Tesla got to where it is not because of Musk, but because it was a way to rise against the legacy manufacturers forcing us to stay on gas cars.
Musk stirred up some major stupidity, and did not care for quality control when it came to things like panel alignment, but the fact was that was the only option out there. They also added cool things like your phone being a key, or the key card. Lots of little quality of life improvements were brought in. Also I think they had to make a special gel and position for the batteries to not cause fires from a single battery failure. Lots of important (yet likely relatively simple) improvements that all the other manufacturers refused to do.
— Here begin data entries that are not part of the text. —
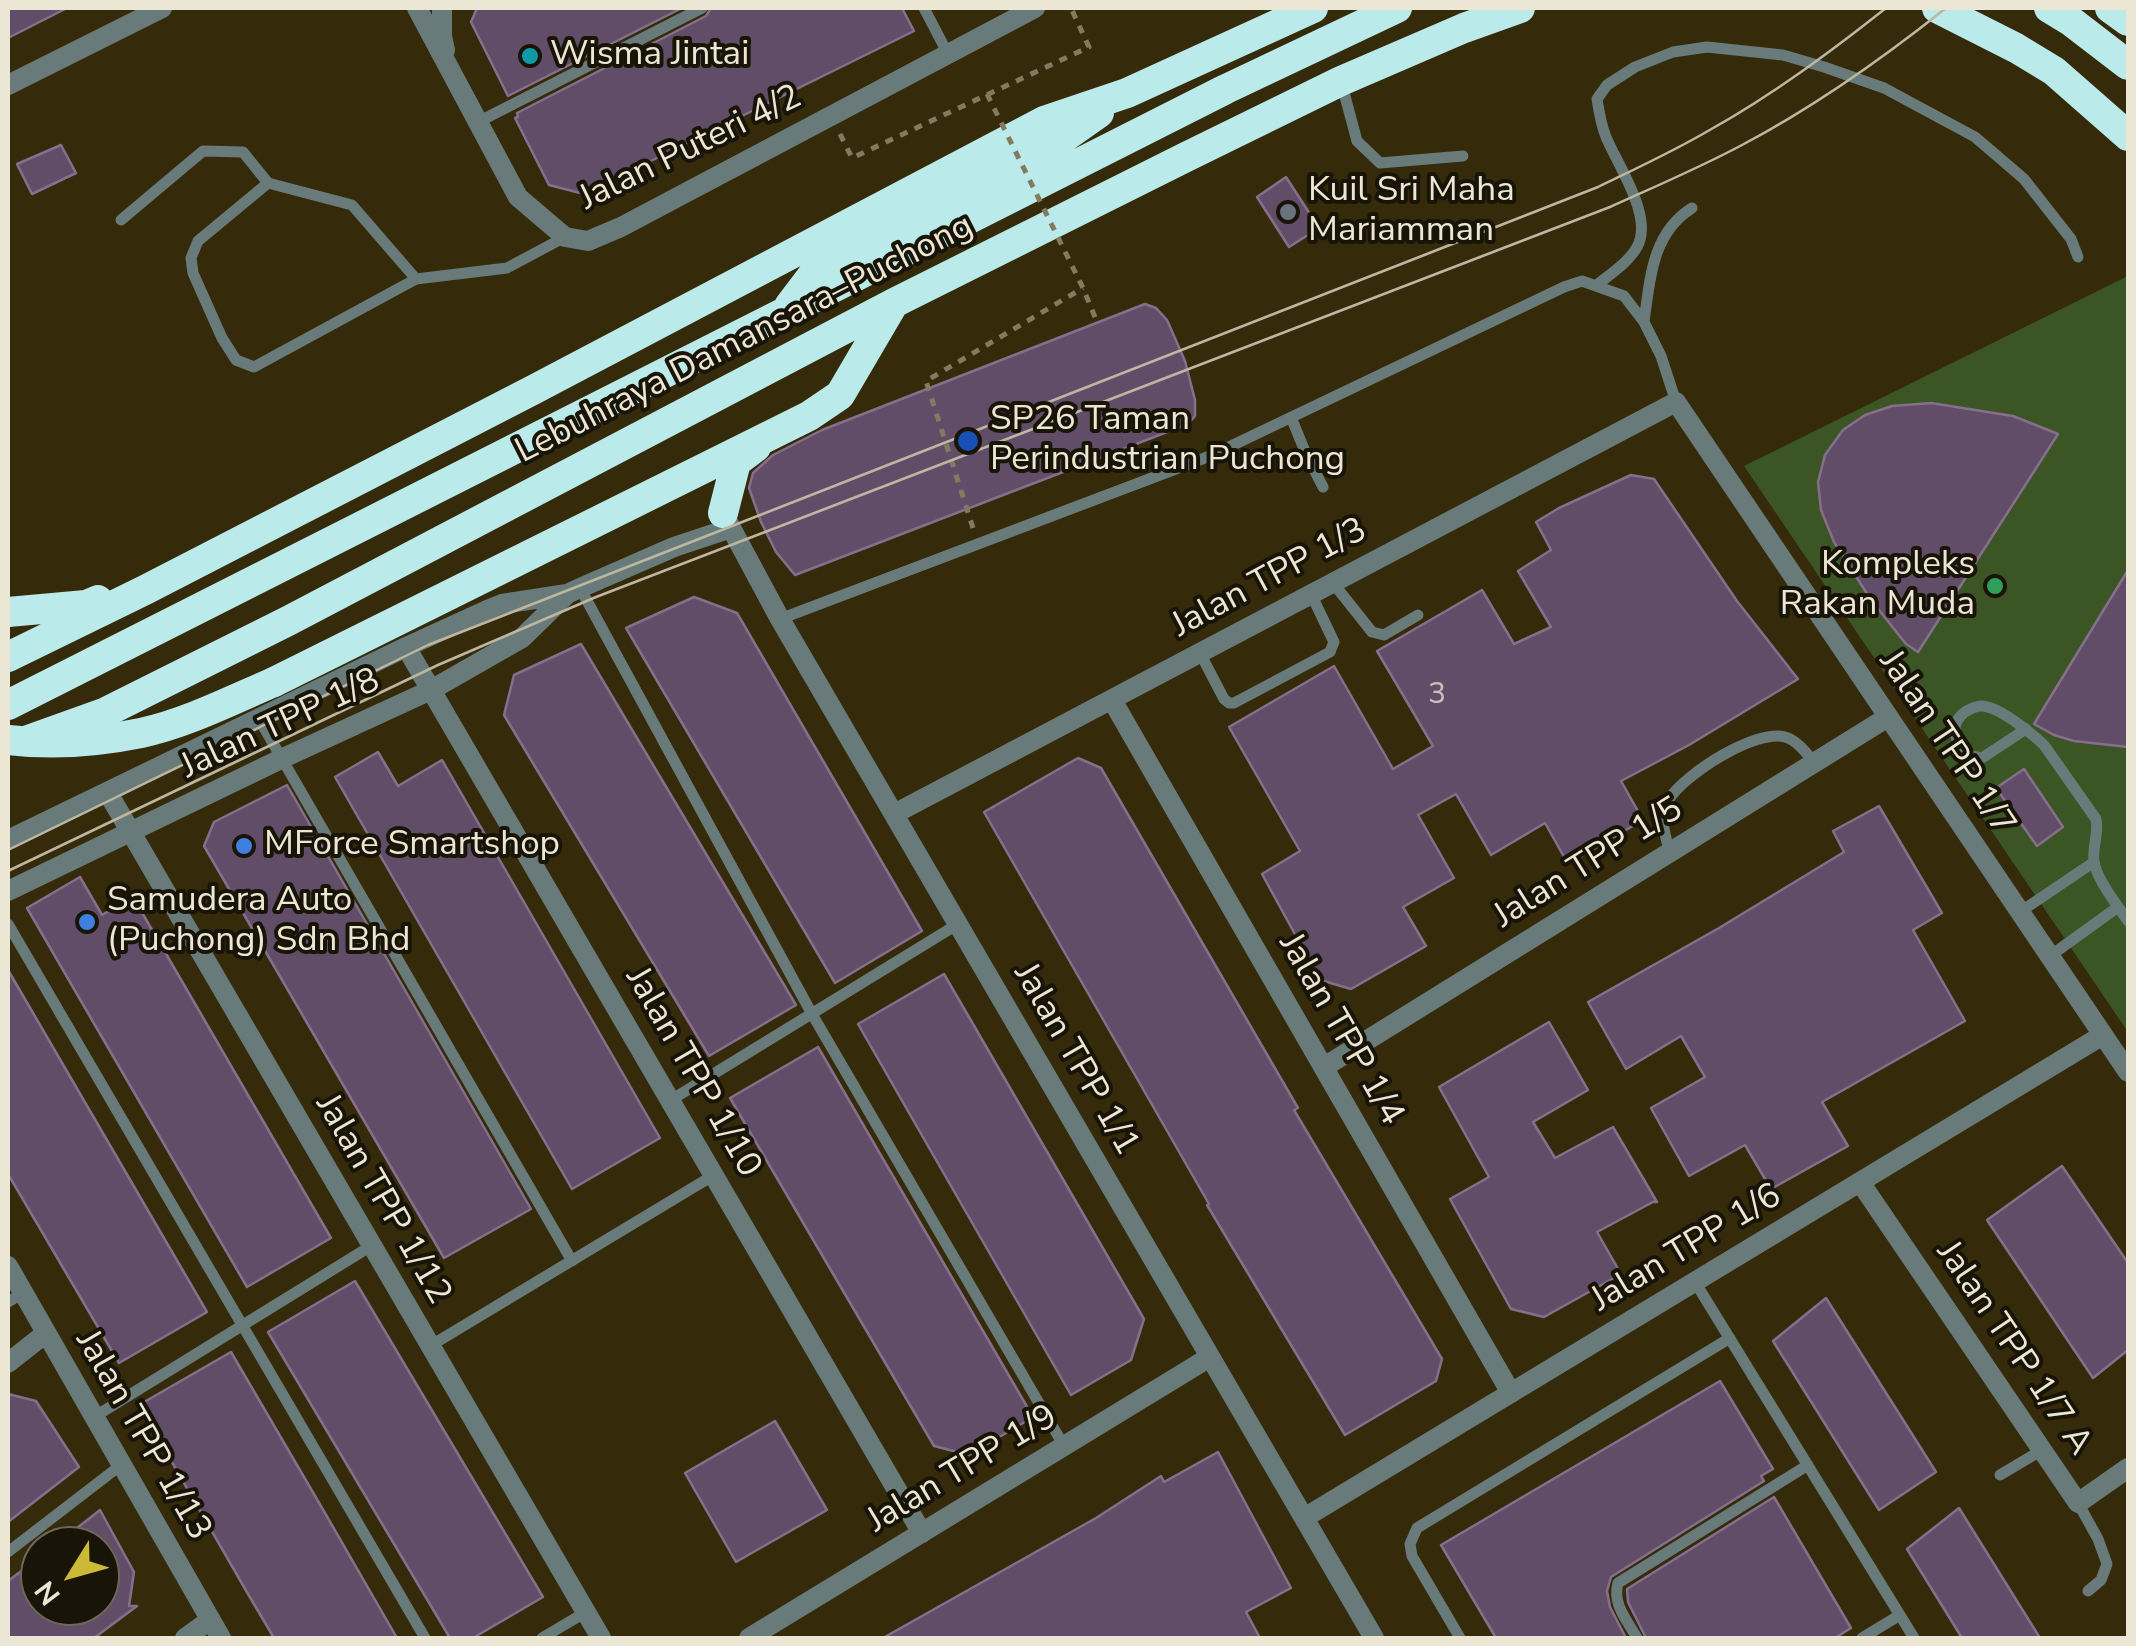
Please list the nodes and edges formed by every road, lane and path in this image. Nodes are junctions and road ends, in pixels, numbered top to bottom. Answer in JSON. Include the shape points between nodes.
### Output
{"nodes":[{"id":1,"x":162,"y":8,"type":"edge"},
{"id":2,"x":417,"y":8,"type":"edge"},
{"id":3,"x":442,"y":8,"type":"edge"},
{"id":4,"x":702,"y":8,"type":"edge"},
{"id":5,"x":924,"y":8,"type":"edge"},
{"id":6,"x":1035,"y":8,"type":"edge"},
{"id":7,"x":1071,"y":8,"type":"edge"},
{"id":8,"x":1313,"y":8,"type":"edge"},
{"id":9,"x":1397,"y":8,"type":"edge"},
{"id":10,"x":1520,"y":8,"type":"edge"},
{"id":11,"x":1937,"y":8,"type":"edge"},
{"id":12,"x":2049,"y":8,"type":"edge"},
{"id":13,"x":2110,"y":8,"type":"edge"},
{"id":14,"x":2128,"y":21,"type":"edge"},
{"id":15,"x":948,"y":54,"type":"junction"},
{"id":16,"x":2128,"y":64,"type":"edge"},
{"id":17,"x":449,"y":67,"type":"junction"},
{"id":18,"x":1341,"y":80,"type":"junction"},
{"id":19,"x":8,"y":85,"type":"edge"},
{"id":20,"x":1126,"y":93,"type":"junction"},
{"id":21,"x":987,"y":94,"type":"junction"},
{"id":22,"x":478,"y":122,"type":"junction"},
{"id":23,"x":2128,"y":136,"type":"edge"},
{"id":24,"x":1463,"y":156,"type":"dead end"},
{"id":25,"x":852,"y":158,"type":"dead end"},
{"id":26,"x":268,"y":183,"type":"junction"},
{"id":27,"x":1692,"y":208,"type":"dead end"},
{"id":28,"x":121,"y":220,"type":"dead end"},
{"id":29,"x":565,"y":237,"type":"junction"},
{"id":30,"x":2078,"y":257,"type":"dead end"},
{"id":31,"x":416,"y":279,"type":"junction"},
{"id":32,"x":1597,"y":285,"type":"junction"},
{"id":33,"x":1083,"y":288,"type":"junction"},
{"id":34,"x":894,"y":303,"type":"junction"},
{"id":35,"x":784,"y":313,"type":"junction"},
{"id":36,"x":1097,"y":322,"type":"dead end"},
{"id":37,"x":1644,"y":322,"type":"junction"},
{"id":38,"x":1676,"y":402,"type":"junction"},
{"id":39,"x":1291,"y":417,"type":"junction"},
{"id":40,"x":774,"y":434,"type":"junction"},
{"id":41,"x":1323,"y":487,"type":"dead end"},
{"id":42,"x":661,"y":490,"type":"junction"},
{"id":43,"x":727,"y":520,"type":"junction"},
{"id":44,"x":978,"y":544,"type":"junction"},
{"id":45,"x":1333,"y":583,"type":"junction"},
{"id":46,"x":146,"y":590,"type":"junction"},
{"id":47,"x":574,"y":591,"type":"junction"},
{"id":48,"x":1311,"y":594,"type":"junction"},
{"id":49,"x":8,"y":612,"type":"edge"},
{"id":50,"x":1418,"y":615,"type":"dead end"},
{"id":51,"x":780,"y":618,"type":"junction"},
{"id":52,"x":406,"y":646,"type":"junction"},
{"id":53,"x":1200,"y":653,"type":"junction"},
{"id":54,"x":8,"y":657,"type":"edge"},
{"id":55,"x":431,"y":690,"type":"junction"},
{"id":56,"x":1112,"y":700,"type":"junction"},
{"id":57,"x":8,"y":706,"type":"edge"},
{"id":58,"x":1888,"y":717,"type":"junction"},
{"id":59,"x":259,"y":719,"type":"junction"},
{"id":60,"x":2026,"y":729,"type":"junction"},
{"id":61,"x":8,"y":744,"type":"edge"},
{"id":62,"x":281,"y":758,"type":"junction"},
{"id":63,"x":1815,"y":762,"type":"junction"},
{"id":64,"x":108,"y":793,"type":"junction"},
{"id":65,"x":894,"y":814,"type":"junction"},
{"id":66,"x":130,"y":834,"type":"junction"},
{"id":67,"x":8,"y":840,"type":"edge"},
{"id":68,"x":1670,"y":852,"type":"junction"},
{"id":69,"x":2094,"y":862,"type":"junction"},
{"id":70,"x":8,"y":891,"type":"edge"},
{"id":71,"x":2118,"y":907,"type":"junction"},
{"id":72,"x":2020,"y":912,"type":"junction"},
{"id":73,"x":2128,"y":920,"type":"edge"},
{"id":74,"x":8,"y":924,"type":"edge"},
{"id":75,"x":958,"y":924,"type":"junction"},
{"id":76,"x":2050,"y":956,"type":"junction"},
{"id":77,"x":812,"y":1014,"type":"junction"},
{"id":78,"x":2103,"y":1034,"type":"junction"},
{"id":79,"x":1324,"y":1067,"type":"junction"},
{"id":80,"x":2128,"y":1072,"type":"edge"},
{"id":81,"x":670,"y":1100,"type":"junction"},
{"id":82,"x":714,"y":1175,"type":"junction"},
{"id":83,"x":1860,"y":1182,"type":"junction"},
{"id":84,"x":371,"y":1246,"type":"junction"},
{"id":85,"x":572,"y":1260,"type":"junction"},
{"id":86,"x":8,"y":1266,"type":"edge"},
{"id":87,"x":1695,"y":1282,"type":"junction"},
{"id":88,"x":15,"y":1297,"type":"edge"},
{"id":89,"x":242,"y":1326,"type":"junction"},
{"id":90,"x":46,"y":1333,"type":"junction"},
{"id":91,"x":1730,"y":1338,"type":"junction"},
{"id":92,"x":430,"y":1346,"type":"junction"},
{"id":93,"x":1210,"y":1357,"type":"junction"},
{"id":94,"x":8,"y":1362,"type":"edge"},
{"id":95,"x":1511,"y":1393,"type":"junction"},
{"id":96,"x":94,"y":1417,"type":"junction"},
{"id":97,"x":1064,"y":1446,"type":"junction"},
{"id":98,"x":2042,"y":1450,"type":"junction"},
{"id":99,"x":121,"y":1465,"type":"junction"},
{"id":100,"x":1808,"y":1465,"type":"junction"},
{"id":101,"x":2128,"y":1468,"type":"edge"},
{"id":102,"x":2000,"y":1475,"type":"dead end"},
{"id":103,"x":2078,"y":1502,"type":"junction"},
{"id":104,"x":1304,"y":1518,"type":"junction"},
{"id":105,"x":922,"y":1532,"type":"junction"},
{"id":106,"x":8,"y":1552,"type":"edge"},
{"id":107,"x":2088,"y":1590,"type":"dead end"},
{"id":108,"x":586,"y":1612,"type":"junction"},
{"id":109,"x":1900,"y":1615,"type":"junction"},
{"id":110,"x":215,"y":1629,"type":"edge"},
{"id":111,"x":185,"y":1638,"type":"edge"},
{"id":112,"x":425,"y":1638,"type":"edge"},
{"id":113,"x":542,"y":1638,"type":"edge"},
{"id":114,"x":601,"y":1638,"type":"edge"},
{"id":115,"x":749,"y":1638,"type":"edge"},
{"id":116,"x":1374,"y":1638,"type":"edge"},
{"id":117,"x":1460,"y":1638,"type":"edge"},
{"id":118,"x":1637,"y":1638,"type":"edge"},
{"id":119,"x":1862,"y":1638,"type":"edge"},
{"id":120,"x":1914,"y":1638,"type":"edge"}],
"edges":[{"from":1,"to":19,"type":"street"},
{"from":2,"to":17,"type":"street","name":"Jalan Puteri 4/2"},
{"from":3,"to":17,"type":"street"},
{"from":4,"to":22,"type":"lane"},
{"from":5,"to":15,"type":"lane"},
{"from":6,"to":15,"type":"street","name":"Jalan Puteri 4/2"},
{"from":7,"to":21,"type":"path","via":[[1089,47]]},
{"from":8,"to":20,"type":"highway"},
{"from":9,"to":35,"type":"highway","name":"Lebuhraya Damansara–Puchong"},
{"from":10,"to":18,"type":"highway","name":"Lebuhraya Damansara–Puchong"},
{"from":11,"to":23,"type":"highway","via":[[2054,71]]},
{"from":12,"to":16,"type":"highway"},
{"from":13,"to":14,"type":"highway"},
{"from":15,"to":29,"type":"street","name":"Jalan Puteri 4/2","via":[[621,227],[588,240]]},
{"from":17,"to":22,"type":"street","name":"Jalan Puteri 4/2"},
{"from":18,"to":24,"type":"lane","via":[[1357,141],[1380,162]]},
{"from":18,"to":34,"type":"highway","name":"Lebuhraya Damansara–Puchong"},
{"from":20,"to":35,"type":"highway","via":[[1055,144],[814,273]]},
{"from":20,"to":46,"type":"highway","via":[[1044,121]]},
{"from":21,"to":25,"type":"path"},
{"from":21,"to":33,"type":"path","bridge":true},
{"from":22,"to":29,"type":"street","name":"Jalan Puteri 4/2","via":[[518,197]]},
{"from":26,"to":28,"type":"lane","via":[[243,152],[203,151]]},
{"from":26,"to":31,"type":"lane","via":[[352,205]]},
{"from":26,"to":31,"type":"lane","via":[[198,241],[190,258],[236,360],[254,366]]},
{"from":27,"to":37,"type":"lane","via":[[1674,219],[1656,253]]},
{"from":29,"to":31,"type":"lane","via":[[507,268]]},
{"from":30,"to":32,"type":"lane","via":[[2024,179],[1975,138],[1884,88],[1783,55],[1707,47],[1634,67],[1596,99],[1642,218],[1639,246]]},
{"from":32,"to":37,"type":"lane","via":[[1624,296]]},
{"from":32,"to":39,"type":"lane","via":[[1564,286]]},
{"from":33,"to":36,"type":"path","bridge":true},
{"from":33,"to":44,"type":"path","via":[[926,382]]},
{"from":34,"to":40,"type":"highway","via":[[840,395]]},
{"from":34,"to":61,"type":"highway","name":"Lebuhraya Damansara–Puchong","via":[[106,712]]},
{"from":35,"to":57,"type":"highway","name":"Lebuhraya Damansara–Puchong"},
{"from":37,"to":38,"type":"lane"},
{"from":38,"to":45,"type":"street","name":"Jalan TPP 1/3"},
{"from":38,"to":58,"type":"street","name":"Jalan TPP 1/7"},
{"from":39,"to":41,"type":"lane"},
{"from":39,"to":44,"type":"lane","via":[[1210,456]]},
{"from":40,"to":42,"type":"highway"},
{"from":40,"to":43,"type":"highway","via":[[736,462]]},
{"from":42,"to":43,"type":"highway","via":[[690,490]]},
{"from":42,"to":61,"type":"highway","bridge":true,"via":[[239,697],[144,732]]},
{"from":43,"to":47,"type":"street","name":"Jalan TPP 1/8"},
{"from":43,"to":51,"type":"street","name":"Jalan TPP 1/1"},
{"from":44,"to":51,"type":"lane"},
{"from":45,"to":48,"type":"street","name":"Jalan TPP 1/3"},
{"from":45,"to":50,"type":"lane","via":[[1378,635]]},
{"from":46,"to":49,"type":"highway","via":[[86,605]]},
{"from":46,"to":54,"type":"highway"},
{"from":47,"to":52,"type":"street","name":"Jalan TPP 1/8","via":[[502,604]]},
{"from":47,"to":55,"type":"street","name":"Jalan TPP 1/8","via":[[522,638]]},
{"from":47,"to":77,"type":"lane"},
{"from":48,"to":53,"type":"street","name":"Jalan TPP 1/3"},
{"from":48,"to":53,"type":"lane","via":[[1334,642],[1330,652],[1234,703],[1224,700]]},
{"from":51,"to":65,"type":"street","name":"Jalan TPP 1/1"},
{"from":52,"to":55,"type":"street","name":"Jalan TPP 1/10"},
{"from":52,"to":59,"type":"street","name":"Jalan TPP 1/8"},
{"from":53,"to":56,"type":"street","name":"Jalan TPP 1/3"},
{"from":55,"to":62,"type":"street","name":"Jalan TPP 1/8"},
{"from":55,"to":81,"type":"street","name":"Jalan TPP 1/10"},
{"from":56,"to":65,"type":"street","name":"Jalan TPP 1/3"},
{"from":56,"to":79,"type":"street","name":"Jalan TPP 1/4"},
{"from":58,"to":63,"type":"street","name":"Jalan TPP 1/5"},
{"from":58,"to":72,"type":"street","name":"Jalan TPP 1/7"},
{"from":59,"to":62,"type":"lane"},
{"from":59,"to":64,"type":"street","name":"Jalan TPP 1/8"},
{"from":60,"to":60,"type":"lane","via":[[1982,706],[1963,714],[1954,731],[1967,754],[1982,758]]},
{"from":60,"to":69,"type":"lane","via":[[2096,819]]},
{"from":62,"to":66,"type":"street","name":"Jalan TPP 1/8"},
{"from":62,"to":85,"type":"lane"},
{"from":63,"to":68,"type":"street","name":"Jalan TPP 1/5"},
{"from":63,"to":68,"type":"lane","via":[[1782,736],[1748,742],[1713,761],[1667,801],[1662,825]]},
{"from":64,"to":66,"type":"street","name":"Jalan TPP 1/12"},
{"from":64,"to":67,"type":"street","name":"Jalan TPP 1/8"},
{"from":65,"to":75,"type":"street","name":"Jalan TPP 1/1"},
{"from":66,"to":70,"type":"street","name":"Jalan TPP 1/8"},
{"from":66,"to":84,"type":"street","name":"Jalan TPP 1/12"},
{"from":68,"to":79,"type":"street","name":"Jalan TPP 1/5"},
{"from":69,"to":71,"type":"lane"},
{"from":69,"to":72,"type":"lane"},
{"from":71,"to":73,"type":"lane"},
{"from":71,"to":76,"type":"lane"},
{"from":72,"to":76,"type":"street","name":"Jalan TPP 1/7"},
{"from":74,"to":89,"type":"lane"},
{"from":75,"to":77,"type":"lane"},
{"from":75,"to":93,"type":"street","name":"Jalan TPP 1/1"},
{"from":76,"to":78,"type":"street","name":"Jalan TPP 1/7"},
{"from":77,"to":81,"type":"lane"},
{"from":77,"to":97,"type":"lane"},
{"from":78,"to":80,"type":"street","name":"Jalan TPP 1/7"},
{"from":78,"to":83,"type":"street","name":"Jalan TPP 1/6"},
{"from":79,"to":95,"type":"street","name":"Jalan TPP 1/4"},
{"from":81,"to":82,"type":"street","name":"Jalan TPP 1/10"},
{"from":82,"to":85,"type":"lane"},
{"from":82,"to":105,"type":"street","name":"Jalan TPP 1/10"},
{"from":83,"to":87,"type":"street","name":"Jalan TPP 1/6"},
{"from":83,"to":98,"type":"street","name":"Jalan TPP 1/7 A"},
{"from":84,"to":89,"type":"lane"},
{"from":84,"to":92,"type":"street","name":"Jalan TPP 1/12"},
{"from":85,"to":92,"type":"lane"},
{"from":86,"to":88,"type":"street","name":"Jalan TPP 1/13"},
{"from":87,"to":91,"type":"lane"},
{"from":87,"to":95,"type":"street","name":"Jalan TPP 1/6"},
{"from":88,"to":90,"type":"street","name":"Jalan TPP 1/13"},
{"from":89,"to":96,"type":"lane"},
{"from":89,"to":112,"type":"lane"},
{"from":90,"to":94,"type":"street"},
{"from":90,"to":96,"type":"street","name":"Jalan TPP 1/13"},
{"from":91,"to":100,"type":"lane"},
{"from":91,"to":117,"type":"lane","via":[[1417,1528],[1412,1556]]},
{"from":92,"to":108,"type":"street","name":"Jalan TPP 1/12"},
{"from":93,"to":97,"type":"street","name":"Jalan TPP 1/9"},
{"from":93,"to":104,"type":"street","name":"Jalan TPP 1/1"},
{"from":95,"to":104,"type":"street","name":"Jalan TPP 1/6"},
{"from":96,"to":99,"type":"street","name":"Jalan TPP 1/13"},
{"from":97,"to":105,"type":"street","name":"Jalan TPP 1/9"},
{"from":98,"to":102,"type":"lane"},
{"from":98,"to":103,"type":"street","name":"Jalan TPP 1/7 A"},
{"from":99,"to":106,"type":"lane"},
{"from":99,"to":110,"type":"street","name":"Jalan TPP 1/13"},
{"from":100,"to":109,"type":"lane"},
{"from":100,"to":118,"type":"lane","via":[[1618,1583],[1616,1602]]},
{"from":101,"to":103,"type":"street","name":"Jalan TPP 1/7 A"},
{"from":103,"to":107,"type":"lane","via":[[2107,1564]]},
{"from":104,"to":116,"type":"street","name":"Jalan TPP 1/1"},
{"from":105,"to":115,"type":"street","name":"Jalan TPP 1/9"},
{"from":108,"to":113,"type":"lane"},
{"from":108,"to":114,"type":"street","name":"Jalan TPP 1/12"},
{"from":109,"to":119,"type":"lane"},
{"from":109,"to":120,"type":"lane"},
{"from":110,"to":111,"type":"street"}]}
Best we had was a Prius, and other cars that were for some reason made to look ugly and still needed gas anyways.
But they have stagnated. Musk has done all his tricks and they stopped improving. Literally letting the competitors make better batteries soon, which would kill them entirely if solid state batteries come about. I don’t know that Tesla can or needs to come back to the forefront, but without them we probably still would not have electric cars.
Oh sorry I wasn’t trying to say that shouldn’t happen. The cars should be worth a bit less than they sell for, and the stock should be worth maybe 1/10th of it’s current value… Or less. I don’t care about that.
We still needed SOMETHING to get us out of the rut from legacy manufacturers. Now if they get rid of Elon then hopefully the engineers who helped pioneer the current EVs can get back to moving things forward. Or maybe they work for Rivian or others already.